(Collected data)
....
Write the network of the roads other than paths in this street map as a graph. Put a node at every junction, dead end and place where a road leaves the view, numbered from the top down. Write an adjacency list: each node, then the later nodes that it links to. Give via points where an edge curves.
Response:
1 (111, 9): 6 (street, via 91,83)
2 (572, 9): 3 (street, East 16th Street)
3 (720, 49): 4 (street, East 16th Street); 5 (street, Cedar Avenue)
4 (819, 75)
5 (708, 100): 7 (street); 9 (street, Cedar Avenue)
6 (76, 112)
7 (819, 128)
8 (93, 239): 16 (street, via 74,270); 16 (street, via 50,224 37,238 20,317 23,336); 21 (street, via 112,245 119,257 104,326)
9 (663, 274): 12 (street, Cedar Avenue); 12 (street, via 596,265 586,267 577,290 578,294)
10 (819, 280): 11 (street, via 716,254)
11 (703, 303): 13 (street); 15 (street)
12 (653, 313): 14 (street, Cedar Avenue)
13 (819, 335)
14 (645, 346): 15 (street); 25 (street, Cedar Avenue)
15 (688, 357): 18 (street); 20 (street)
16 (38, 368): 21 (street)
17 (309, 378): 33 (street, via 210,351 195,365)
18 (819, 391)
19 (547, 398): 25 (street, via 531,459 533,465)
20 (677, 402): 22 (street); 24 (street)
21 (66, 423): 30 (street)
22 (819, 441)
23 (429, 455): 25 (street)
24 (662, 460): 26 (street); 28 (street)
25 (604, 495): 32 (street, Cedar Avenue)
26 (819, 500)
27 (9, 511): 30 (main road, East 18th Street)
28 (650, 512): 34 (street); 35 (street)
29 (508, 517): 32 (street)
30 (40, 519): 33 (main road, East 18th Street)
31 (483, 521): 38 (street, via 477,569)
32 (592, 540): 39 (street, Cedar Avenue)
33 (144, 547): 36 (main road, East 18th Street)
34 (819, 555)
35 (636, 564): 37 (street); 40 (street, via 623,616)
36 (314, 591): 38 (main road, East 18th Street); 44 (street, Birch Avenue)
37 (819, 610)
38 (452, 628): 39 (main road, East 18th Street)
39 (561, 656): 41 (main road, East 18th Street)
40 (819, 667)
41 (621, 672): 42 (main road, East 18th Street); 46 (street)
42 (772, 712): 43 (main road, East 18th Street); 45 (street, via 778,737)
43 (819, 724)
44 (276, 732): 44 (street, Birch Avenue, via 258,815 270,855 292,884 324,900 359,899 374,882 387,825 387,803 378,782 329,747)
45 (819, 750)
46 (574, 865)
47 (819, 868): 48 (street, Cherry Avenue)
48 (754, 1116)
....
Out of the entries, report each line that contains the word "Birch".

| Task output |
36 (314, 591): 38 (main road, East 18th Street); 44 (street, Birch Avenue)
44 (276, 732): 44 (street, Birch Avenue, via 258,815 270,855 292,884 324,900 359,899 374,882 387,825 387,803 378,782 329,747)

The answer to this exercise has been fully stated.